By Andrew Grant
Even the best poker face won’t work against a new superhuman cardsharp.
For the first time, a computer algorithm has solved a game of poker, heads-up limit Texas Hold’em, making it unbeatable in the long run against any opponent. The achievement, detailed in the Jan. 9 Science, may help develop strategies that maximize return in a business negotiation or minimize the risk of terrorist attacks — even if an adversary knows the strategy.
“It’s a big step toward understanding games that are closer to real-world problems,” says Murray Campbell, a computer scientist at IBM’s Thomas J. Watson Research Center in Yorktown Heights, N.Y. Campbell was not involved in the study but helped develop Deep Blue, the computer that defeated chess champion Garry Kasparov in 1997.
The algorithm, developed by computer scientist Michael Bowling and his team at the University of Alberta in Edmonton, is the first to tackle a commonly played imperfect-information game, in which participants do not have full knowledge of past events. Just as poker players must act without knowing the cards their opponent is holding, researchers want algorithms that can make effective decisions based on robust but incomplete sets of data.
For decades, scientists have tried to create algorithms that win human games by blending the calculating prowess of computers with the decision-making strategies of game theory. Game theory is the branch of mathematics that computes optimum strategies in competitive encounters. In 2007, Alberta computer scientist Jonathan Schaeffer and colleagues solved the game of checkers by simulating the actions of players making the perfect move every turn (SN: 7/21/07, p. 36). It was an impressive achievement, yet the algorithm had a relatively straightforward task: For each turn, it would review the positions of all the pieces, evaluate its options and then choose the best one.
That luxury is not afforded to a computer poker player because it doesn’t know what cards an adversary holds. Another wrinkle is that successful poker players are unpredictable. In checkers, the best move in a given situation is the same for every game. But in poker, it’s wise to bluff every now and then, perhaps increasing the bet some fraction of the time with a weak hand to throw the opponent off. “Most algorithms can’t cope with that kind of uncertainty,” Bowling says.
Bowling and his colleagues at Alberta’s 20-year-old Computer Poker Research Group chose to tackle heads-up limit Texas Hold’em because it is popular and relatively simple. Two players receive two cards each and then can bet a fixed amount a certain number of times as five community, or shared, cards are revealed. The game has more than 300 trillion different situations in which a player must call the bet, raise the bet or fold.
The team developed an algorithm called Cepheus that gradually approached perfection by playing against itself. After each hand, Cepheus calculated a measure of regret, exploiting the benefit of hindsight to determine how much it had strayed from the optimal strategy. For two months, Cepheus ran on more than 4,000 computers, each playing over 6 billion hands a second; the algorithm constantly improved as it used its past regret to guide its play.

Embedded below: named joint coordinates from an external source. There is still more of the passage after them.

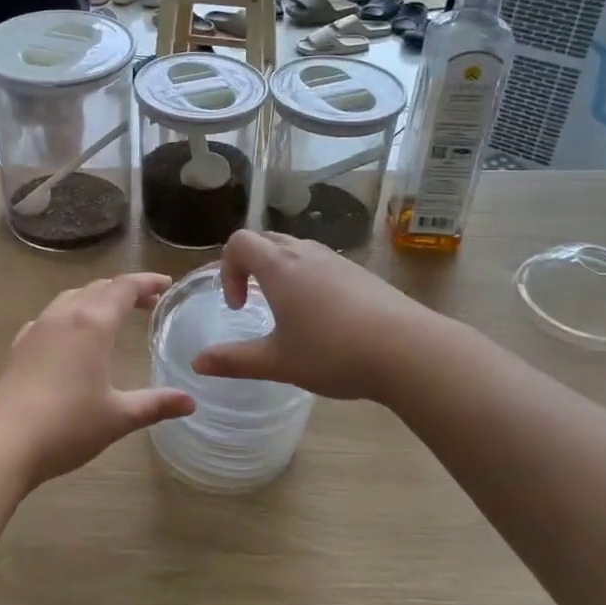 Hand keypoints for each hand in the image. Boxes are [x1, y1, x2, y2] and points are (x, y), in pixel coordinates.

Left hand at [0, 274, 195, 486]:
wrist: (4, 441)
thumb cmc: (68, 425)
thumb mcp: (119, 416)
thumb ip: (156, 405)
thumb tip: (190, 402)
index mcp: (93, 324)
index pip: (124, 288)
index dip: (147, 282)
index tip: (166, 285)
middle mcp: (65, 316)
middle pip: (98, 288)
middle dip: (125, 290)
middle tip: (148, 302)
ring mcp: (38, 328)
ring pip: (71, 297)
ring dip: (95, 298)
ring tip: (111, 314)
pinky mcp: (19, 345)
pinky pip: (50, 316)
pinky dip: (69, 315)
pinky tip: (70, 336)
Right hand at [191, 231, 438, 401]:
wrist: (409, 350)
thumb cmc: (332, 352)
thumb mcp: (277, 362)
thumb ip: (234, 361)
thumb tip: (197, 364)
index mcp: (279, 267)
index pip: (239, 243)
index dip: (228, 269)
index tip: (239, 306)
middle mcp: (306, 253)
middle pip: (267, 240)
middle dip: (251, 266)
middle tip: (255, 303)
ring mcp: (338, 261)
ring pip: (298, 250)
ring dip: (282, 271)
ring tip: (289, 311)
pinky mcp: (362, 274)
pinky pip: (323, 264)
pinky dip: (310, 279)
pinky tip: (325, 319) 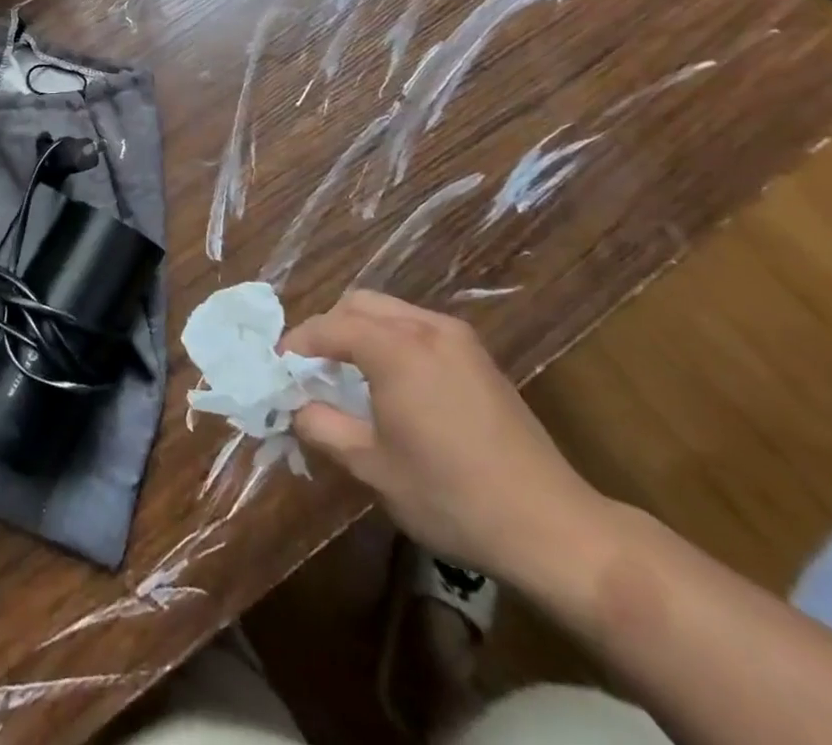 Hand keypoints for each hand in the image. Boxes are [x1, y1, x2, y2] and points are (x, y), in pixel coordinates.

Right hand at [282, 291, 609, 585]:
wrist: (552, 526)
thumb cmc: (451, 496)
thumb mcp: (372, 468)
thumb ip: (323, 426)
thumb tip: (296, 406)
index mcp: (395, 349)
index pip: (329, 327)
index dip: (298, 344)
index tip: (279, 368)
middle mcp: (425, 328)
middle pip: (359, 304)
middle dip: (328, 329)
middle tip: (312, 368)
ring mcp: (458, 338)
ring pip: (390, 311)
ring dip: (360, 331)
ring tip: (349, 375)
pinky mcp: (479, 356)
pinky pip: (418, 328)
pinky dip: (391, 340)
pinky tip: (393, 382) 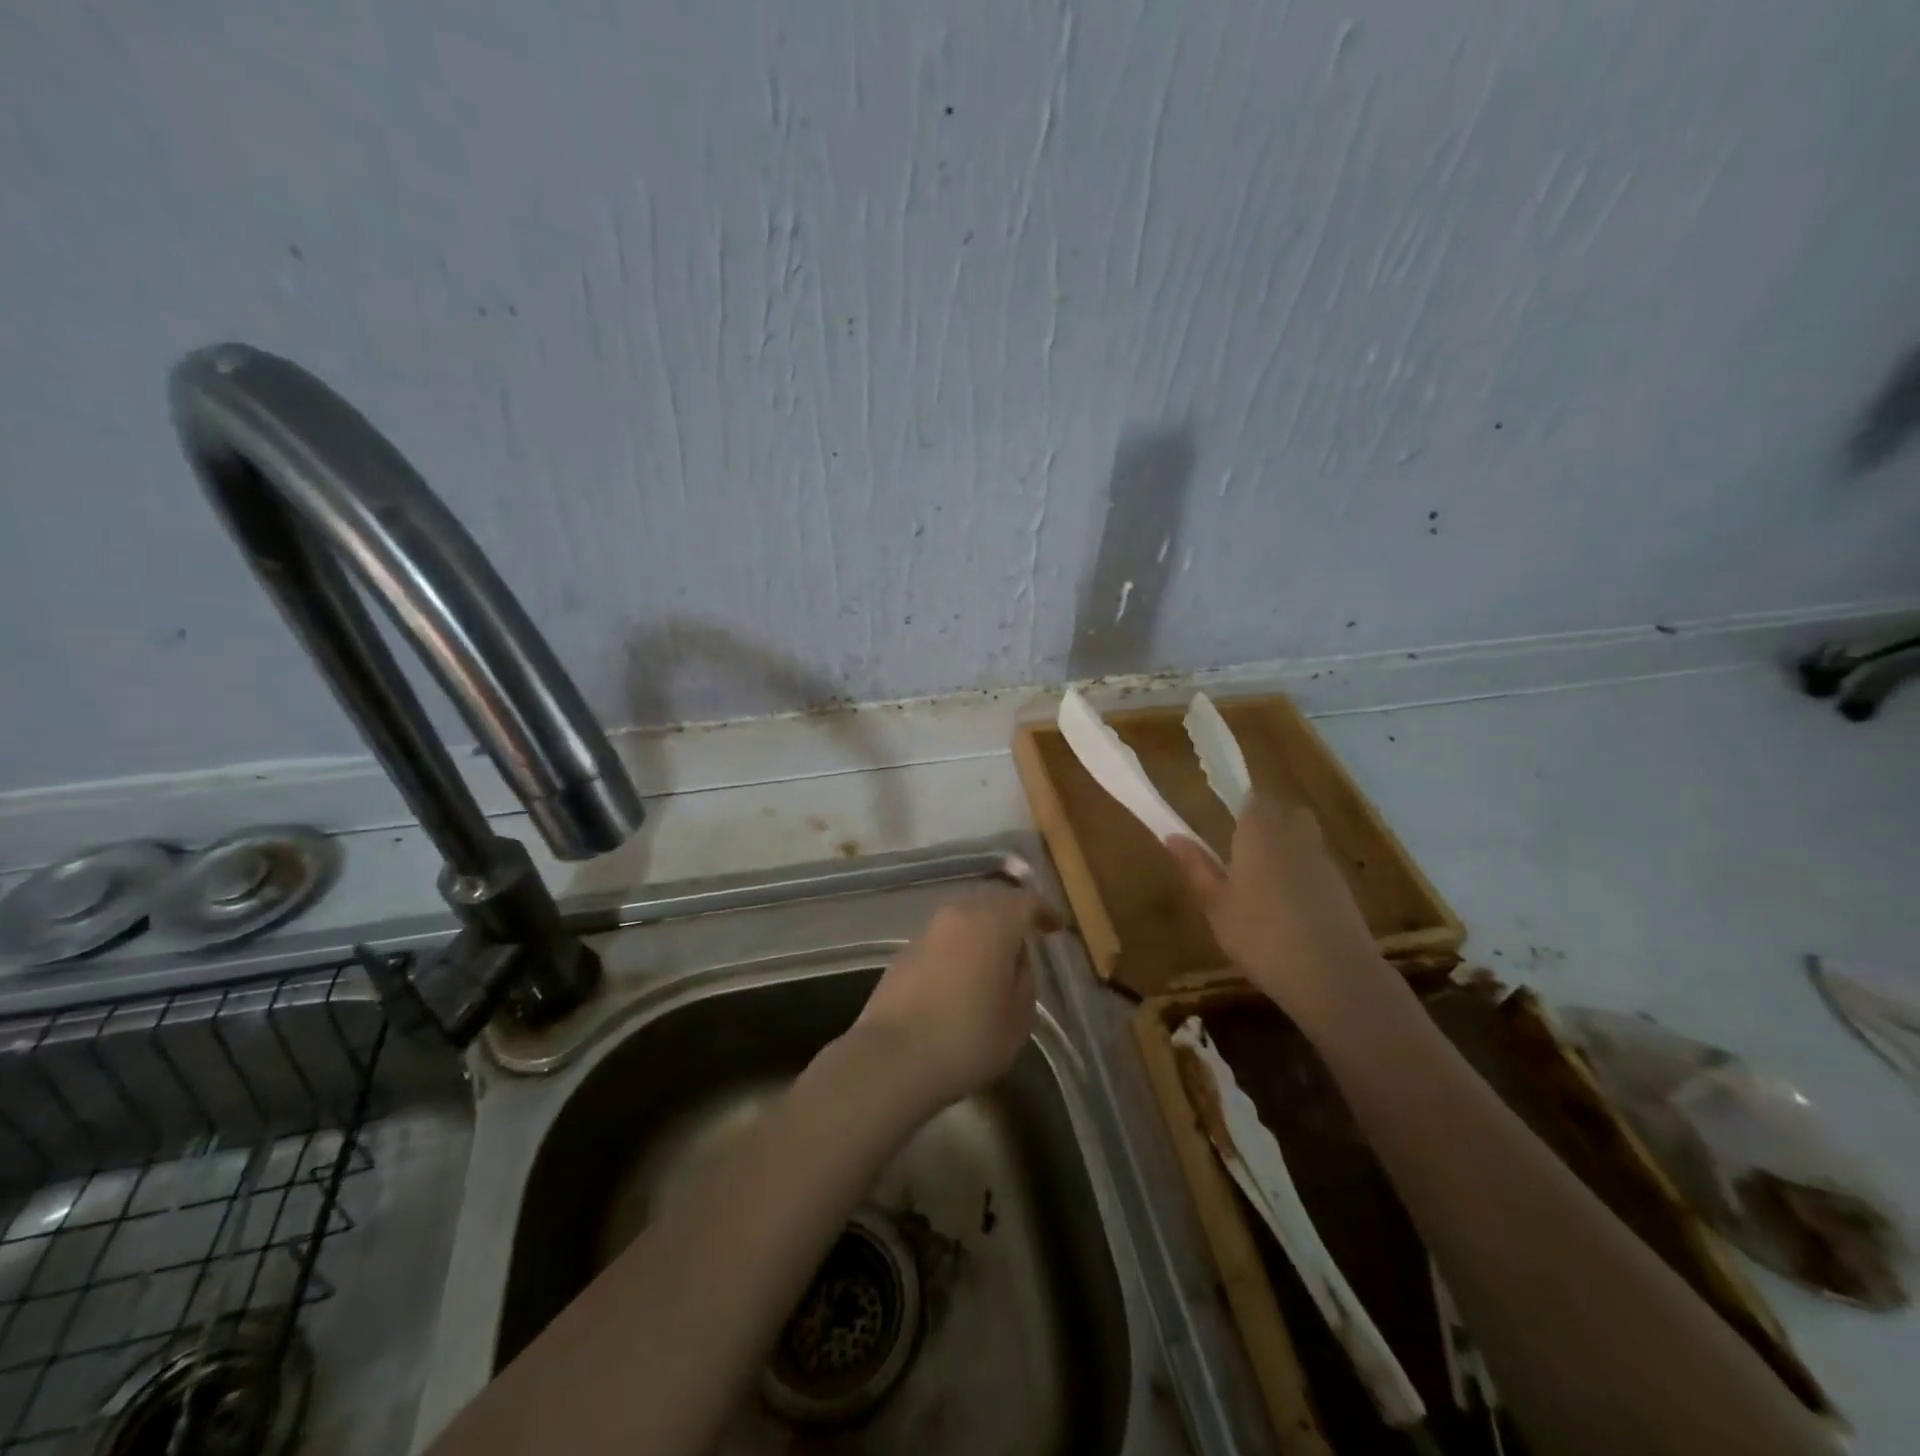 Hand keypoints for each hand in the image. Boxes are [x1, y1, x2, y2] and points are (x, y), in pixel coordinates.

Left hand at [850, 886, 1057, 1113]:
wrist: (893, 1058)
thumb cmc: (967, 1038)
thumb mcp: (1018, 1017)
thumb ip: (1024, 979)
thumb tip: (1015, 960)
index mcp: (992, 921)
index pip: (1026, 901)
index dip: (1044, 911)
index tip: (1056, 926)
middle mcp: (958, 913)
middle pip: (992, 901)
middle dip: (1012, 914)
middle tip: (1028, 936)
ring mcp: (927, 929)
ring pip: (965, 916)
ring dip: (984, 928)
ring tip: (997, 956)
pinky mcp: (905, 950)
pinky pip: (944, 936)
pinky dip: (960, 944)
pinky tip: (966, 971)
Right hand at [1164, 792, 1401, 1024]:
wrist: (1334, 976)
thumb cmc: (1261, 936)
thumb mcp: (1216, 905)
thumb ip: (1196, 867)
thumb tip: (1172, 836)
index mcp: (1259, 832)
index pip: (1253, 799)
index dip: (1240, 808)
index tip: (1224, 828)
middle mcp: (1295, 835)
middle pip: (1284, 812)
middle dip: (1266, 823)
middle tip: (1241, 853)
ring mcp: (1324, 861)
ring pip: (1303, 838)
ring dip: (1285, 849)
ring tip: (1262, 884)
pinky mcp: (1344, 887)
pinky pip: (1317, 865)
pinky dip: (1303, 875)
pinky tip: (1288, 909)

After about a billion billion hands — “that’s more hands of poker than humanity has ever played,” Bowling says — the algorithm’s regret came very close to zero, the mathematical equivalent of perfect play.
By coming up with an optimal set of probabilities for each possible scenario in a hand, the researchers ensured that Cepheus would never lose money in the long run despite losing some hands. That would hold true even if the opponent knew the computer’s strategy. Bowling says Cepheus isn’t quite a perfect player, but its play is indistinguishable from ideal over the number of hands a person could play in a lifetime.
While Bowling isn’t planning any computer-human poker showdowns (a computer already beat poker pros at limit Hold’em in 2008), he says the program, which is available online, could be a great tool for amateurs learning the game. Aspiring players can square off against a perfect opponent for free rather than risk big money against seasoned but inevitably imperfect pros.
Beyond poker, Bowling says, scientists can apply this unprecedented combination of artificial intelligence and game theory to major real-world problems such as nabbing terrorists at airports and catching fare evaders on transit systems. In each of these situations, officials must come up with a security plan that is effective even if criminals either employ a surprise attack or get hold of the plan.
Now that Bowling and colleagues have conquered heads-up limit Hold’em, they are continuing work on three-player and no-limit Hold’em. Researchers also want to develop programs that exploit weak opponents, Schaeffer says. Cepheus never loses in the long run, but it also never strays from its strategy. Poker pros, on the other hand, will gladly take risks to bleed a predictable opponent of chips. “Humans are strangely good at that,” Schaeffer says.